First, though, the consortium continues to work on a searchable database of withdrawal times for therapeutic medications used in racehorses. Located at www.rmtcnet.com under "Withdrawal times," information is posted for 18 jurisdictions and more than 70 drugs so far.

In addition, the RMTC has started to develop strategies to improve drug testing in the United States. This is imperative, Dr. Waterman said, particularly because no one knows the "right" number of drug testing laboratories that should exist. Some of the ideas are to integrate World Anti-Doping Agency standards, overhaul Laboratory Quality Assurance Programs, train the next generation of laboratory directors by developing a postdoctoral recruitment program, and develop a business plan for U.S. drug testing infrastructure.

For any of these initiatives to work, participating organizations must voluntarily comply. Dr. Waterman said the RMTC is beginning to see organizations use their leverage to promote change by using "sticks," or punitive measures. By that, he gave the example of entities such as the Thoroughbred Owners and Breeders Association's American Graded Stakes Committee, and the Breeder's Cup, which have mandated anabolic steroids be prohibited.

That has happened in part as a result of the consortium developing model policies on prohibited practices, drug classifications, permitted therapeutics, uniform penalties for illegal and prohibited performance-enhancing drugs, and rules for the regulation of anabolic steroids. Most of the 38 racing jurisdictions have made these policies law or rule or anticipate doing so.

Stand and deliver  

Dr. Rick Mitchell, Newton, Conn., spoke on the role of veterinarians in the performance horse industry. He said it is up to them as practitioners to guide their clientele in the proper use of medications for reasons such as drug interactions and adverse effects.
 

"I think it is a real concern in the performance horse world, where you have to take a stand on the side of the horse and be cautious in the use of 'helpful medications.' We need to research what they really do. The use of multiple medications in horses, it's indefensible to them (fans)," Dr. Mitchell said.

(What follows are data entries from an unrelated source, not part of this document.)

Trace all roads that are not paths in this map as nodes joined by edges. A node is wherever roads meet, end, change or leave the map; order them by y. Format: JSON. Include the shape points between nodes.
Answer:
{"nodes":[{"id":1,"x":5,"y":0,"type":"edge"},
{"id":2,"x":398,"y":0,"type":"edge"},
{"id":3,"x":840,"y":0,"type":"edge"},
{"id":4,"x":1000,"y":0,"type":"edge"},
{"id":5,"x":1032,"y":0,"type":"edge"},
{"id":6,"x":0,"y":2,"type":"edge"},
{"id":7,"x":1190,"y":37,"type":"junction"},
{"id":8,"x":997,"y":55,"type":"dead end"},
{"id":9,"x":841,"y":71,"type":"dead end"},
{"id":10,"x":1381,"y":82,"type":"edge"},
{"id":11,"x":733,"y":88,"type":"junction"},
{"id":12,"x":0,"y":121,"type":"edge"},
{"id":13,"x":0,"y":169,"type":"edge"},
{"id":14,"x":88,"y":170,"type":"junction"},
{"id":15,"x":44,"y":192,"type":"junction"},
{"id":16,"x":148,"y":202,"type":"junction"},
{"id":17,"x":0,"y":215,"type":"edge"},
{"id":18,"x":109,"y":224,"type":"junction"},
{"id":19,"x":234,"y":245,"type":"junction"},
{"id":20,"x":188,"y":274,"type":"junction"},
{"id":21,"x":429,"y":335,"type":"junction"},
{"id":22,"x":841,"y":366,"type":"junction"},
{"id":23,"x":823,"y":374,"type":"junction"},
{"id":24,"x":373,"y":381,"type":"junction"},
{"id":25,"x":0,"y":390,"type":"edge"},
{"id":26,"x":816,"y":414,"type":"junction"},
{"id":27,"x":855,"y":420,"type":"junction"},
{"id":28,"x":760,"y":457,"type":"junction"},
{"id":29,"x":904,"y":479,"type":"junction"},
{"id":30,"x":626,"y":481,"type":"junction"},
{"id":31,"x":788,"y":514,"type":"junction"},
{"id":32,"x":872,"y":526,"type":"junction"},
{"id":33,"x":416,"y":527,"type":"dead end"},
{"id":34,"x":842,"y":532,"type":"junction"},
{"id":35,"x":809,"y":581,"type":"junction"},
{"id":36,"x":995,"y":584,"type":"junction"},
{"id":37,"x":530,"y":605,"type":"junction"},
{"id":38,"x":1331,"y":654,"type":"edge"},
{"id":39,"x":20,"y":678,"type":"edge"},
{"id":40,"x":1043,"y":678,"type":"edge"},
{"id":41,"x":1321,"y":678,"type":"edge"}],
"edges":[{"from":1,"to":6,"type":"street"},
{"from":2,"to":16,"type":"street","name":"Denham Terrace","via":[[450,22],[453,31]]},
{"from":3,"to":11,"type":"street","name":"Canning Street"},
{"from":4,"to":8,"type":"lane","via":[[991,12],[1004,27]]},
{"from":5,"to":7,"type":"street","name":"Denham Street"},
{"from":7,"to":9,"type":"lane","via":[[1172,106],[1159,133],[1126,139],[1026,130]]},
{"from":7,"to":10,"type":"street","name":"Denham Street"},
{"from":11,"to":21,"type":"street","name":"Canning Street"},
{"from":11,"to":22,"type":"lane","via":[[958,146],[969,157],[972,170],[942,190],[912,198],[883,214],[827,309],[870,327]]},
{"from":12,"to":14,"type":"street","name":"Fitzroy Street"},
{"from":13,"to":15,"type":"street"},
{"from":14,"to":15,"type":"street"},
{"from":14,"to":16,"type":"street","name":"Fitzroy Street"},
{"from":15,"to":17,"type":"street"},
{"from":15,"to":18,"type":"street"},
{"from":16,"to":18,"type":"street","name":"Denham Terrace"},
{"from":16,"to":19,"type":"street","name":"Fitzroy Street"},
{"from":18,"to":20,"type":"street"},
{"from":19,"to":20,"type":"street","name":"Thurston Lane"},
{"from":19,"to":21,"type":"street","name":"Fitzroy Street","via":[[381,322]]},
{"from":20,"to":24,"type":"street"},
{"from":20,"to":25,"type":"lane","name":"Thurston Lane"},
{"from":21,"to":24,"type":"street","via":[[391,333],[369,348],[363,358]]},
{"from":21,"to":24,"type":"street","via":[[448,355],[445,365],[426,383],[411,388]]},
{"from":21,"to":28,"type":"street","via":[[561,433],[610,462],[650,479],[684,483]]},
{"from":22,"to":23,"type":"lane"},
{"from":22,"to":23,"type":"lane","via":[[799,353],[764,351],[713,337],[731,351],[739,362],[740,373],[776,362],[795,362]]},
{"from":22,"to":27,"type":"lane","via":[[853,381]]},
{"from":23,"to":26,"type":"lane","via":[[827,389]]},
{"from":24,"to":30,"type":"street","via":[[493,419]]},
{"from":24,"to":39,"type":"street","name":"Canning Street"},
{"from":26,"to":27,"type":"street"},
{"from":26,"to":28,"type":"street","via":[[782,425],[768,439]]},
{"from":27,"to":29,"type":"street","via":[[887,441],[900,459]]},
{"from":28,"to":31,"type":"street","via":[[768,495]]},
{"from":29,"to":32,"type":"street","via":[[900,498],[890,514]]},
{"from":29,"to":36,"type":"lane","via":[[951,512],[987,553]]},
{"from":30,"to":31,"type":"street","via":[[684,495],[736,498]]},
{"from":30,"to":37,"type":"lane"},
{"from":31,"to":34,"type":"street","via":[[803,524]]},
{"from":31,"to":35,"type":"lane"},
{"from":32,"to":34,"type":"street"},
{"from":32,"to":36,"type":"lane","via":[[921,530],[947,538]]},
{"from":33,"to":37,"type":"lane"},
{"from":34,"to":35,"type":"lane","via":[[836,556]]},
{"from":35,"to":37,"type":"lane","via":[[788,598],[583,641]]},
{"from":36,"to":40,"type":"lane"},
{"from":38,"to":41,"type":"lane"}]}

He mentioned the Federation Equestre Internationale's Medicine Box as a resource for performance and racehorse veterinarians to use. It lists scientifically based drug detection times.

Dr. Mitchell responded bluntly when asked whether he or other racehorse veterinarians sense pressure to do things they believe are not in the horse's best interest.

"I feel there's a lot of pressure, because of economic concerns and a desire to win, for the veterinarian to act as a gatekeeper for the welfare of the horse," Dr. Mitchell said.